Salah satu lokasi yang paling banyak dikunjungi adalah kawasan perbukitan yang didominasi padang rumput alami. Minimnya pepohonan membuat bentuk kontur gunung terlihat lebih jelas dari kejauhan. Wisatawan memanfaatkan jalur trekking untuk menikmati panorama dari berbagai sudut. Saat musim gugur, warna rerumputan berubah menjadi keemasan sehingga semakin memikat pengunjung. Sementara pada musim semi, kawasan tersebut dipenuhi rumput hijau yang menyegarkan mata.

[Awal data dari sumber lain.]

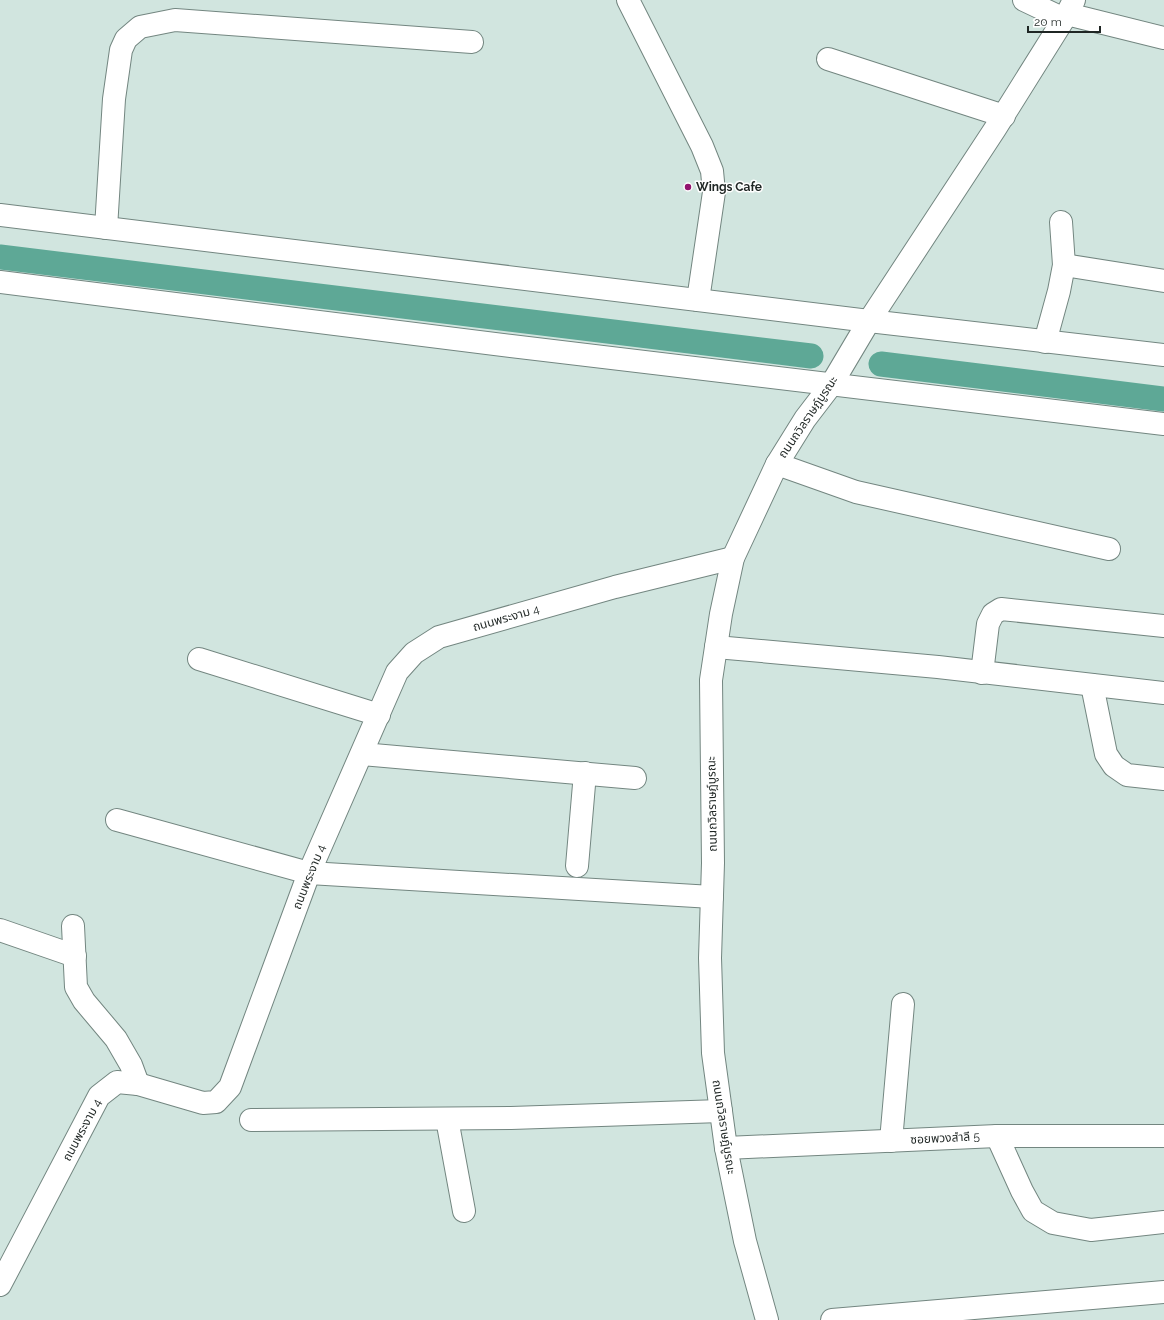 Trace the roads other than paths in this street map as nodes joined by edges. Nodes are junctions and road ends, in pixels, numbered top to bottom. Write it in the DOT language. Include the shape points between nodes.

Fenomena ini semakin populer karena sesuai dengan tren wisata alam yang digemari generasi muda. Banyak wisatawan mencari destinasi yang menawarkan pengalaman berbeda dan mudah diabadikan dalam foto. Akses transportasi yang baik juga membuat kawasan tersebut mudah dijangkau dari kota-kota besar. Pemerintah daerah turut mengembangkan fasilitas pendukung tanpa mengurangi keasrian alamnya. Langkah tersebut membantu meningkatkan jumlah kunjungan wisata setiap tahunnya.
Meski tampak sederhana, gunung gundul menawarkan pengalaman wisata yang berbeda dari pegunungan pada umumnya. Pengunjung tetap diimbau menjaga kebersihan dan mengikuti aturan selama berada di kawasan wisata. Jalur pendakian sebaiknya digunakan sesuai petunjuk demi menjaga keselamatan bersama. Wisata yang bertanggung jawab juga membantu melestarikan keindahan alam untuk generasi berikutnya. Keunikan lanskap inilah yang membuat gunung gundul semakin dikenal wisatawan dari berbagai negara.